Content starts

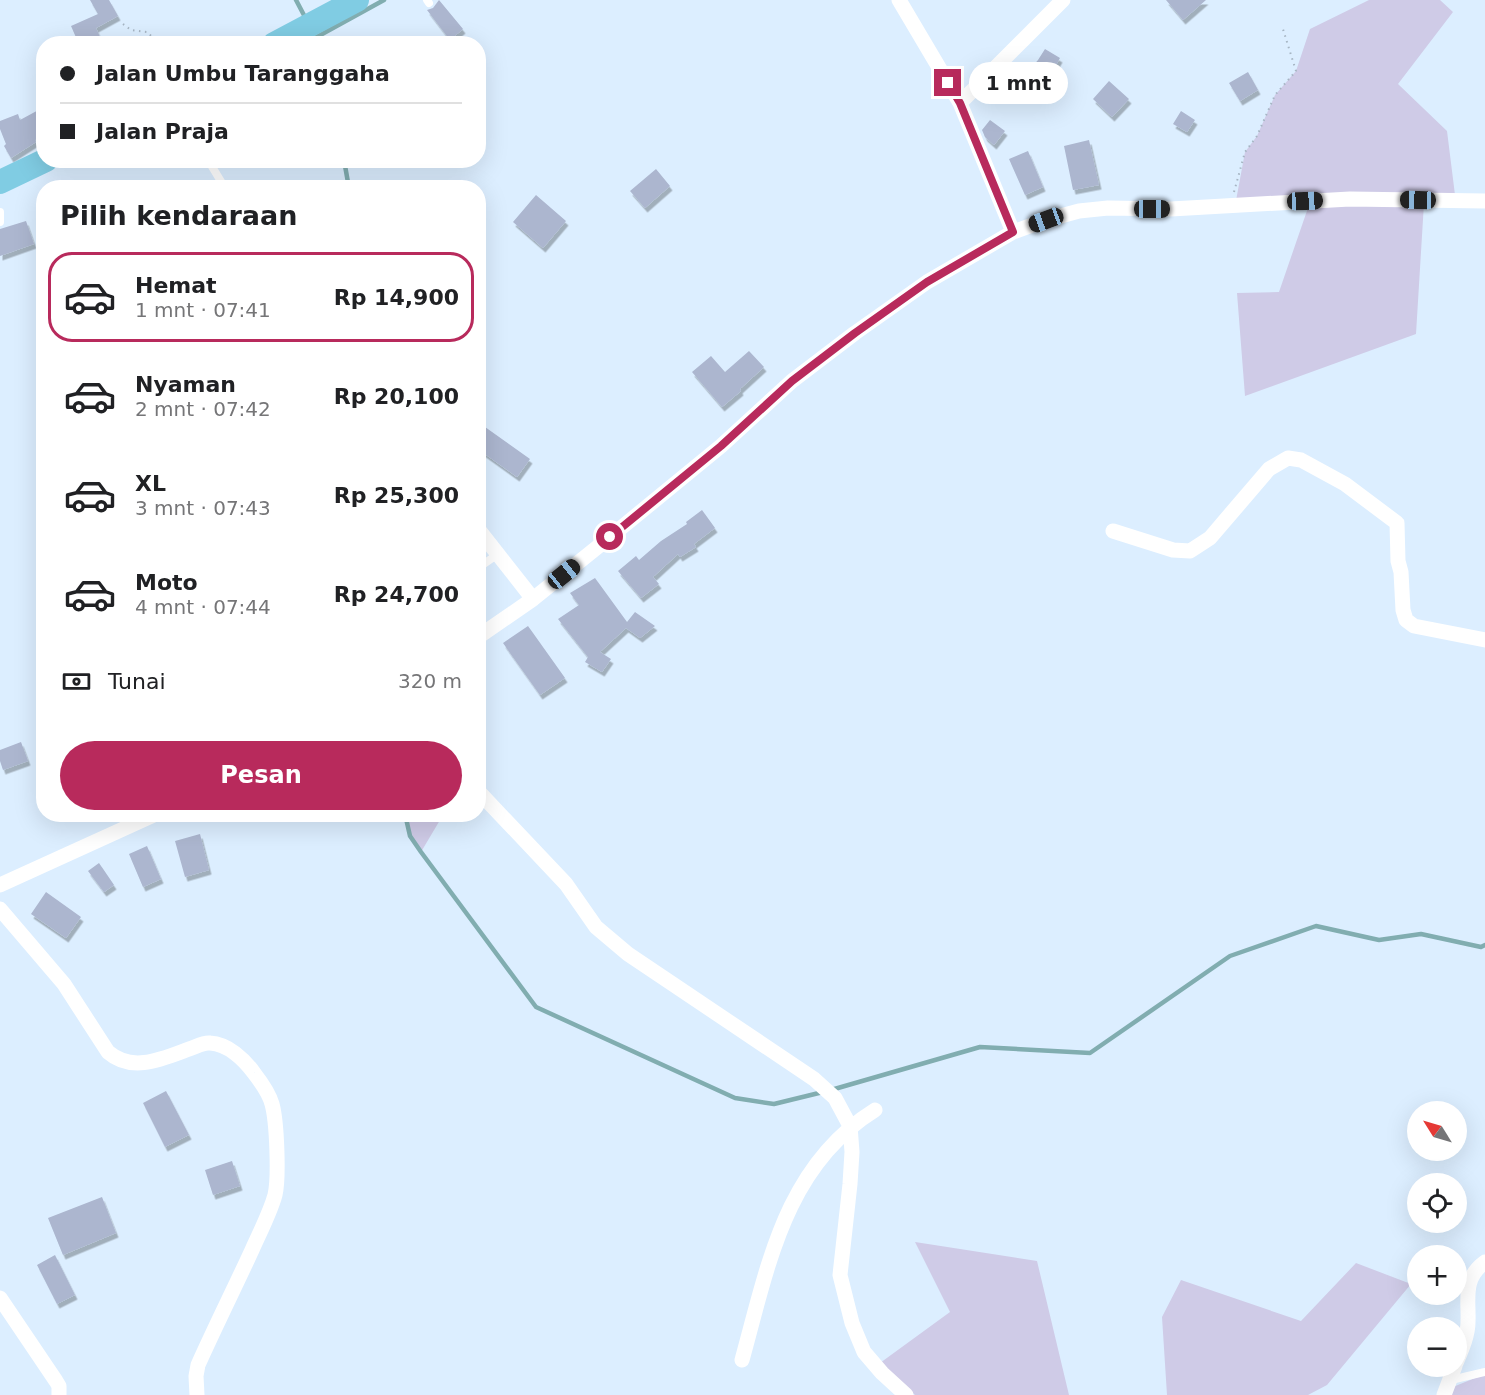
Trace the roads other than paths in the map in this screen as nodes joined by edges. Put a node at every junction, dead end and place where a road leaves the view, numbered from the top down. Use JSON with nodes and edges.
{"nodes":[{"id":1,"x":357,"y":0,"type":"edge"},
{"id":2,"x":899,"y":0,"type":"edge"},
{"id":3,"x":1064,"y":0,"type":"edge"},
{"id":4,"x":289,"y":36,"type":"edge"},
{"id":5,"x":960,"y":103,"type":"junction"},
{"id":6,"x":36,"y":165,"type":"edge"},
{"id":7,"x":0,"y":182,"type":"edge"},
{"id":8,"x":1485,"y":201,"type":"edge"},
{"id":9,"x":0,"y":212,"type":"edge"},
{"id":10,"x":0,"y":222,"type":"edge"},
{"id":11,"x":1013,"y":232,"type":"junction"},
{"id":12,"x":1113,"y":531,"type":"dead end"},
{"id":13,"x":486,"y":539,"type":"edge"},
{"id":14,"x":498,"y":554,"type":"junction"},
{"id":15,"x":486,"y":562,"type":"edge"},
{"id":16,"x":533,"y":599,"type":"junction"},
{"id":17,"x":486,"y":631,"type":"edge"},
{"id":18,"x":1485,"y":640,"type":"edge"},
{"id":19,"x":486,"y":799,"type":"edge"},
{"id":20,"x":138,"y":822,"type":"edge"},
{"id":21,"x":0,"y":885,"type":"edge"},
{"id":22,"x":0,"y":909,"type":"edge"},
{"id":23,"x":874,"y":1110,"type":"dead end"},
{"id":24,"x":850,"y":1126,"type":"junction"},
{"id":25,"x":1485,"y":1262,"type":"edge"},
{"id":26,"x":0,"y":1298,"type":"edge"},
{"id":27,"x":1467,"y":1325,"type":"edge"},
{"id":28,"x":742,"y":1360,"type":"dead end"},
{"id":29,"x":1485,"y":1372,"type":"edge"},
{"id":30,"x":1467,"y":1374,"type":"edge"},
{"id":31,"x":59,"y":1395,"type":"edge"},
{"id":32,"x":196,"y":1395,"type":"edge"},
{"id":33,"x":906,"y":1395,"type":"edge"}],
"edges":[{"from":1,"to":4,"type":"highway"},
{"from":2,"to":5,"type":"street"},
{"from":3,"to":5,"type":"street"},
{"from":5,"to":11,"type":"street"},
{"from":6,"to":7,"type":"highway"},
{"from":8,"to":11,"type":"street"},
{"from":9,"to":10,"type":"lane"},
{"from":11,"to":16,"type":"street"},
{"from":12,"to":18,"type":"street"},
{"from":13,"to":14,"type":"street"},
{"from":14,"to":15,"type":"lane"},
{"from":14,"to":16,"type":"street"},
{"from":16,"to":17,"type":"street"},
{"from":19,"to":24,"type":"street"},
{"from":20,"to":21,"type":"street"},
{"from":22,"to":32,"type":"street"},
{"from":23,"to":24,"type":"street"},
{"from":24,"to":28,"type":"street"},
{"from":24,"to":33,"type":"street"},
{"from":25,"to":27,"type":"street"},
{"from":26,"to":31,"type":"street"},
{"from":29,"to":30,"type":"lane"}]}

Content ends

● PROBLEM DETAILS
Images are to be left out when the records above are written out again exactly.

● EXERCISE RESULT
Trace the roads other than paths in the map in this screen as nodes joined by edges. Put a node at every junction, dead end and place where a road leaves the view, numbered from the top down. Use JSON with nodes and edges.
{"nodes":[{"id":1,"x":357,"y":0,"type":"edge"},
{"id":2,"x":899,"y":0,"type":"edge"},
{"id":3,"x":1064,"y":0,"type":"edge"},
{"id":4,"x":289,"y":36,"type":"edge"},
{"id":5,"x":960,"y":103,"type":"junction"},
{"id":6,"x":36,"y":165,"type":"edge"},
{"id":7,"x":0,"y":182,"type":"edge"},
{"id":8,"x":1485,"y":201,"type":"edge"},
{"id":9,"x":0,"y":212,"type":"edge"},
{"id":10,"x":0,"y":222,"type":"edge"},
{"id":11,"x":1013,"y":232,"type":"junction"},
{"id":12,"x":1113,"y":531,"type":"dead end"},
{"id":13,"x":486,"y":539,"type":"edge"},
{"id":14,"x":498,"y":554,"type":"junction"},
{"id":15,"x":486,"y":562,"type":"edge"},
{"id":16,"x":533,"y":599,"type":"junction"},
{"id":17,"x":486,"y":631,"type":"edge"},
{"id":18,"x":1485,"y":640,"type":"edge"},
{"id":19,"x":486,"y":799,"type":"edge"},
{"id":20,"x":138,"y":822,"type":"edge"},
{"id":21,"x":0,"y":885,"type":"edge"},
{"id":22,"x":0,"y":909,"type":"edge"},
{"id":23,"x":874,"y":1110,"type":"dead end"},
{"id":24,"x":850,"y":1126,"type":"junction"},
{"id":25,"x":1485,"y":1262,"type":"edge"},
{"id":26,"x":0,"y":1298,"type":"edge"},
{"id":27,"x":1467,"y":1325,"type":"edge"},
{"id":28,"x":742,"y":1360,"type":"dead end"},
{"id":29,"x":1485,"y":1372,"type":"edge"},
{"id":30,"x":1467,"y":1374,"type":"edge"},
{"id":31,"x":59,"y":1395,"type":"edge"},
{"id":32,"x":196,"y":1395,"type":"edge"},
{"id":33,"x":906,"y":1395,"type":"edge"}],
"edges":[{"from":1,"to":4,"type":"highway"},
{"from":2,"to":5,"type":"street"},
{"from":3,"to":5,"type":"street"},
{"from":5,"to":11,"type":"street"},
{"from":6,"to":7,"type":"highway"},
{"from":8,"to":11,"type":"street"},
{"from":9,"to":10,"type":"lane"},
{"from":11,"to":16,"type":"street"},
{"from":12,"to":18,"type":"street"},
{"from":13,"to":14,"type":"street"},
{"from":14,"to":15,"type":"lane"},
{"from":14,"to":16,"type":"street"},
{"from":16,"to":17,"type":"street"},
{"from":19,"to":24,"type":"street"},
{"from":20,"to":21,"type":"street"},
{"from":22,"to":32,"type":"street"},
{"from":23,"to":24,"type":"street"},
{"from":24,"to":28,"type":"street"},
{"from":24,"to":33,"type":"street"},
{"from":25,"to":27,"type":"street"},
{"from":26,"to":31,"type":"street"},
{"from":29,"to":30,"type":"lane"}]}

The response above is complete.